### [TASK PROMPT]
Copy out each line from the material where the word "Road" is found.

-- DATA follows --

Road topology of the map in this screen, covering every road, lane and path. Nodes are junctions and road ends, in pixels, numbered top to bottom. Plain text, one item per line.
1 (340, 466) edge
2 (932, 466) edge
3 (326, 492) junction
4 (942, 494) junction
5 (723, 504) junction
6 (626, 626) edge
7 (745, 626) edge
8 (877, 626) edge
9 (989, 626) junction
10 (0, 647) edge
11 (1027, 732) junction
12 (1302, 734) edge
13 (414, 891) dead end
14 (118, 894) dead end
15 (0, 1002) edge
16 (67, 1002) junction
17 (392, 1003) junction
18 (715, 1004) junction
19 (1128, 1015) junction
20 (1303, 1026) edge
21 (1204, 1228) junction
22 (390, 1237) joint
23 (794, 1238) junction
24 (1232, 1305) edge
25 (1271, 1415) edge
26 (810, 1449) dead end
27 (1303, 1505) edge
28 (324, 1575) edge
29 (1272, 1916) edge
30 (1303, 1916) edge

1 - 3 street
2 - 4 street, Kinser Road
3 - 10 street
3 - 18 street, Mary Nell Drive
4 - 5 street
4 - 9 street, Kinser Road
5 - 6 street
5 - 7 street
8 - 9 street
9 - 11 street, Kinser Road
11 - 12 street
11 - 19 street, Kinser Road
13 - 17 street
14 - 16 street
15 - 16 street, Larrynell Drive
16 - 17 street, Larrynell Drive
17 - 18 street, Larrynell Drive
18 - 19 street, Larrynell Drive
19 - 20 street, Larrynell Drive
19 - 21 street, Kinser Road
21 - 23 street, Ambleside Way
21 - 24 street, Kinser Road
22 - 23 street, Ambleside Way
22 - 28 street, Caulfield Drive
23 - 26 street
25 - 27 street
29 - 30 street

-- DATA concluded --

### [EXERCISE ANSWER]
Road topology of the map in this screen, covering every road, lane and path. Nodes are junctions and road ends, in pixels, numbered top to bottom. Plain text, one item per line.
2 - 4 street, Kinser Road
4 - 9 street, Kinser Road
9 - 11 street, Kinser Road
11 - 19 street, Kinser Road
19 - 21 street, Kinser Road
21 - 24 street, Kinser Road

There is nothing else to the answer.